When Bono takes the road for a tour, he generally brings about 200 trucks, a scene that weighs around 170 tonnes, hundreds of employees and three Lycée friends named Adam, Larry and Edge. But when he came out in early 2023 to promote his memories, Addition: 40 songs, a story, He brought little apart from a table and chairs, a false beer and a keyboardist, cellist and harp player.

The shows were a hybrid concert of unique rock and a Broadway style production in which Bono paid tribute to his wife, Ali Hewson, to his three group comrades, and to his late father, Paul Hewson, often stopping to make classics U2 as “where the streets have no name”, “with or without you”, and “I will follow” in the radical way.

The tour only managed only a handful of markets around the world and has never played something bigger than a theater, so the vast majority of U2 fans did not have the ability to experiment.
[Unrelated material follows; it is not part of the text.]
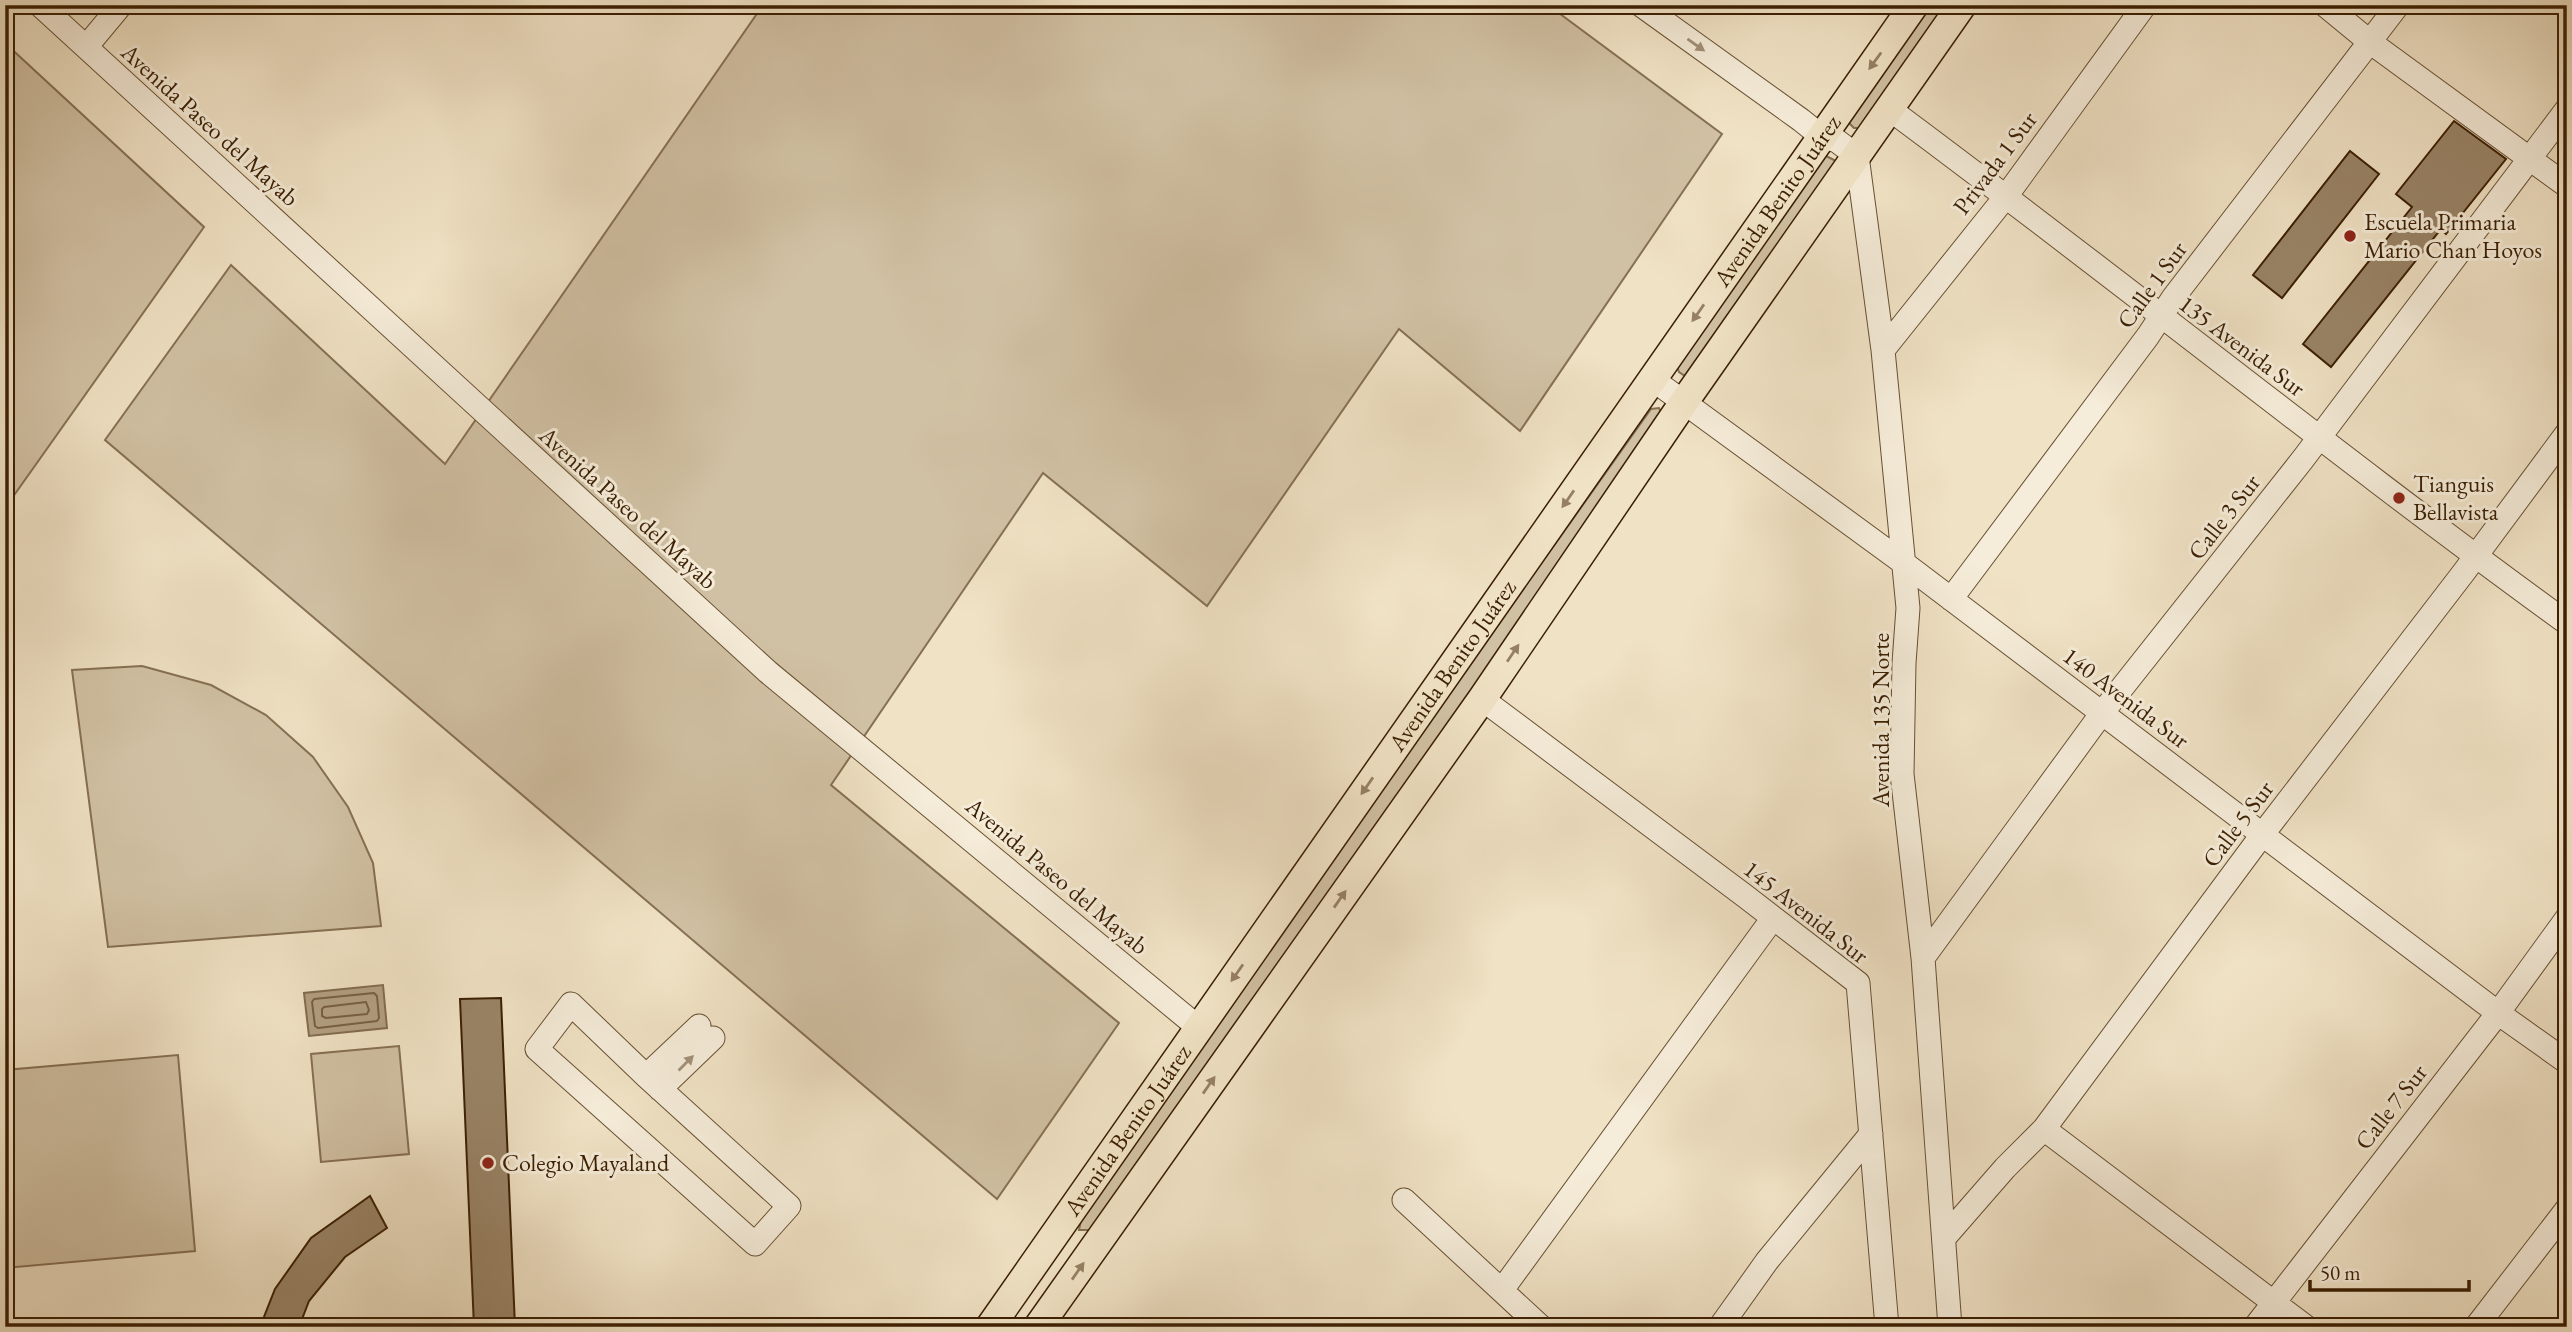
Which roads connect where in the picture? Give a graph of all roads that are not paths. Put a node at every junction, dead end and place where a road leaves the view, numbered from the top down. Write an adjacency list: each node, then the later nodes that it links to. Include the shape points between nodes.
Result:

It finally changes on May 30, when the film BOno: Redition stories Landed on Apple TV +. It was created at the Cannes Festival earlier in the month.

In the middle of a very busy press day in Cannes, we had 18 minutes with Bono to discuss his first solo program, the new documentary, the status of the long -awaited new album of the U2, and the health of drummer Larry Mullen Jr., who missed the group’s recent residence to recover from an injury.

https://www.youtube.com/watch?v=P6U1SDBZRAE

Most of the books, even for very high levels, are only a series of public interviews and readings. What made you want to do something so radically different?
You put your finger on it. The stage game came out of a desire not to participate in a promotional book tour and keep my own interest in this. I didn’t know I could do it. And become other people was a bit of a vacation for me, number one. But then playing my father with the tour of my neck, the turn of my head … to play Luciano Pavarotti was quite the challenge. And then I transformed our rock & roll group into three chairs and a table.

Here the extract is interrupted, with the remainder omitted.